## TASK DETAILS
Each line in the entries below that holds the string "hand" must be copied.

++++++++++++++++++++

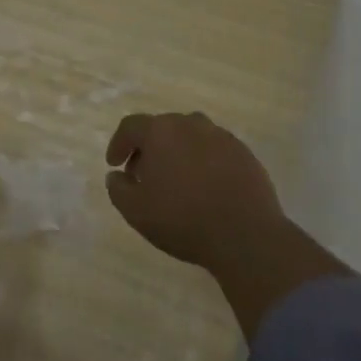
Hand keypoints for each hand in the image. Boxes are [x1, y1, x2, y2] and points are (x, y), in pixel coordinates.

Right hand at [105, 112, 347, 338]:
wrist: (246, 235)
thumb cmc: (183, 220)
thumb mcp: (136, 212)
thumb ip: (118, 189)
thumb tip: (116, 176)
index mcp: (161, 132)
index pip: (131, 126)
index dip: (119, 143)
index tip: (114, 164)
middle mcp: (190, 125)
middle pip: (162, 128)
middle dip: (148, 149)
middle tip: (144, 175)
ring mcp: (221, 137)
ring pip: (190, 136)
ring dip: (177, 152)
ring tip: (176, 181)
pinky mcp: (244, 153)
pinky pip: (215, 150)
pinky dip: (203, 161)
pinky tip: (205, 187)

++++++++++++++++++++

## YOUR RESPONSE
Hand keypoints for each hand in the image. Boxes are [x1, y1, x2, y2] and points are (x, y), in pixel coordinates.
Right hand at [105, 112, 347, 338]:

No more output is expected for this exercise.